• _Task item_
From the entries below, reproduce exactly the line containing "c.fillText('Views:', 16, 378);", the line containing "c.fillText(':', 103, 480);", and every line in between, with nothing added.

• _Supplied material_
*** Begin section ***

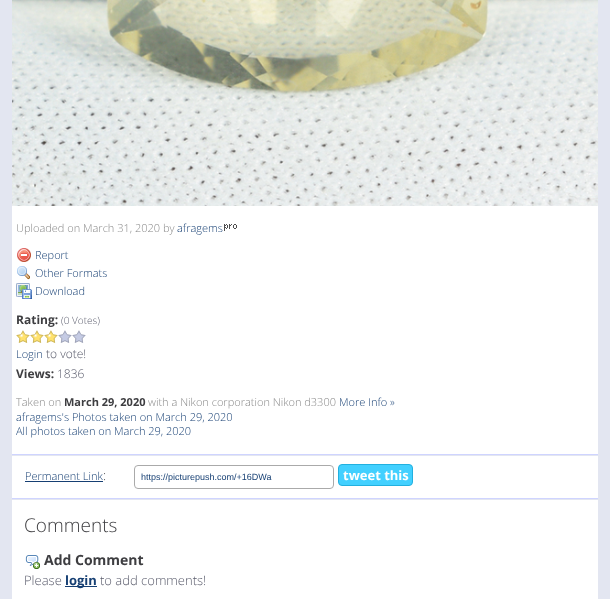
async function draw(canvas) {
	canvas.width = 610;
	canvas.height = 599;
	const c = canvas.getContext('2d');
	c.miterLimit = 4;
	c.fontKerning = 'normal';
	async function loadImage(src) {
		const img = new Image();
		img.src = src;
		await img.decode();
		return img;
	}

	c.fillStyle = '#e3e6f1';
	c.fillRect(0, 0, 610, 599);
	c.fillStyle = '#fff';
	c.fillRect(12, 206, 586, 248);
	c.fillStyle = '#cfd4ff';
	c.fillRect(12, 454, 586, 1);
	c.drawImage(await loadImage('img1.png'), 12, 0, 586, 206);
	c.font = '300 11px Open Sans';
	c.fillStyle = '#888';
	c.fillText('Uploaded on March 31, 2020 by', 16, 232);
	c.fillStyle = '#163f73';
	c.fillText('afragems', 177, 232);
	c.drawImage(await loadImage('img2.png'), 224, 224, 13, 7);
	c.drawImage(await loadImage('img3.png'), 17, 248, 14, 14);
	c.fillText('Report', 35, 259);
	c.drawImage(await loadImage('img4.png'), 17, 266, 13, 14);
	c.fillText('Other Formats', 35, 277);
	c.drawImage(await loadImage('img5.png'), 16, 283, 16, 16);
	c.fillText('Download', 35, 295);
	c.font = 'bold 12px Open Sans';
	c.fillStyle = '#3e3e41';
	c.fillText('Rating:', 16, 324);
	c.font = '300 10px Open Sans';
	c.fillStyle = '#5a5c6c';
	c.fillText('(0 Votes)', 61, 324);
	c.drawImage(await loadImage('img6.png'), 16, 330, 14, 13);
	c.drawImage(await loadImage('img6.png'), 30, 330, 14, 13);
	c.drawImage(await loadImage('img6.png'), 44, 330, 14, 13);
	c.drawImage(await loadImage('img7.png'), 58, 330, 14, 13);
	c.drawImage(await loadImage('img7.png'), 72, 330, 14, 13);
	c.font = '300 11px Open Sans';
	c.fillStyle = '#163f73';
	c.fillText('Login', 16, 358);
	c.font = '300 12px Open Sans';
	c.fillStyle = '#5a5c6c';
	c.fillText('to vote!', 46, 358);
	c.font = 'bold 12px Open Sans';
	c.fillStyle = '#3e3e41';
	c.fillText('Views:', 16, 378);
	c.font = '300 12px Open Sans';
	c.fillStyle = '#5a5c6c';
	c.fillText('1836', 57, 378);
	c.font = '300 11px Open Sans';
	c.fillStyle = '#888';
	c.fillText('Taken on', 16, 406);
	c.font = 'bold 11px Open Sans';
	c.fillStyle = '#3e3e41';
	c.fillText('March 29, 2020', 64, 406);
	c.font = '300 11px Open Sans';
	c.fillStyle = '#888';
	c.fillText('with a Nikon corporation Nikon d3300', 148, 406);
	c.fillStyle = '#163f73';
	for (const [text, x, y] of [
		['More Info »', 339, 406],
		['afragems\'s Photos taken on March 29, 2020', 16, 421],
		['All photos taken on March 29, 2020', 16, 435],
	]) {
		c.fillText(text, x, y);
	}
	c.fillStyle = '#fff';
	c.fillRect(12, 456, 586, 42);
	c.fillStyle = '#cfd4ff';
	c.fillRect(12, 498, 586, 1);
	c.fillStyle = '#163f73';
	c.fillText('Permanent Link', 25, 480);
	c.fillRect(25, 481, 78, 1);
	c.font = '300 13px Open Sans';
	c.fillStyle = '#3e3e41';
	c.fillText(':', 103, 480);
	c.beginPath();
	c.roundRect(134.5, 465.5, 199, 23, 3.5);
	c.strokeStyle = '#aaa';
	c.stroke();
	c.font = '9px Liberation Sans';
	c.fillStyle = '#163f73';
	c.fillText('https://picturepush.com/+16DWa', 141, 480);
	c.fillStyle = '#42d0ff';
	c.beginPath();
	c.roundRect(338.5, 464.5, 74, 21, 3.5);
	c.fill();
	c.strokeStyle = '#22b0df';
	c.stroke();
	c.font = 'bold 13px Open Sans';
	c.fillStyle = '#fff';
	c.fillText('tweet this', 343, 480);
	c.fillRect(12, 500, 586, 99);
	c.font = '300 19px Open Sans';
	c.fillStyle = '#3e3e41';
	c.fillText('Comments', 24, 532);
	c.drawImage(await loadImage('img8.png'), 25, 555, 15, 14);
	c.font = 'bold 14px Open Sans';
	c.fillText('Add Comment', 44, 565);
	c.font = '300 13px Open Sans';
	c.fillStyle = '#5a5c6c';
	c.fillText('Please', 24, 585);
	c.fillStyle = '#163f73';
	c.fillRect(65, 586, 32, 1);
	c.font = 'bold 13px Open Sans';
	c.fillText('login', 65, 585);
	c.font = '300 13px Open Sans';
	c.fillStyle = '#5a5c6c';
	c.fillText('to add comments!', 100, 585);
}

draw(document.querySelector('canvas'));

*** End section ***

• _Finished task_
	c.fillText('Views:', 16, 378);
	c.font = '300 12px Open Sans';
	c.fillStyle = '#5a5c6c';
	c.fillText('1836', 57, 378);
	c.font = '300 11px Open Sans';
	c.fillStyle = '#888';
	c.fillText('Taken on', 16, 406);
	c.font = 'bold 11px Open Sans';
	c.fillStyle = '#3e3e41';
	c.fillText('March 29, 2020', 64, 406);
	c.font = '300 11px Open Sans';
	c.fillStyle = '#888';
	c.fillText('with a Nikon corporation Nikon d3300', 148, 406);
	c.fillStyle = '#163f73';
	for (const [text, x, y] of [
		['More Info »', 339, 406],
		['afragems\'s Photos taken on March 29, 2020', 16, 421],
		['All photos taken on March 29, 2020', 16, 435],
	]) {
		c.fillText(text, x, y);
	}
	c.fillStyle = '#fff';
	c.fillRect(12, 456, 586, 42);
	c.fillStyle = '#cfd4ff';
	c.fillRect(12, 498, 586, 1);
	c.fillStyle = '#163f73';
	c.fillText('Permanent Link', 25, 480);
	c.fillRect(25, 481, 78, 1);
	c.font = '300 13px Open Sans';
	c.fillStyle = '#3e3e41';
	c.fillText(':', 103, 480);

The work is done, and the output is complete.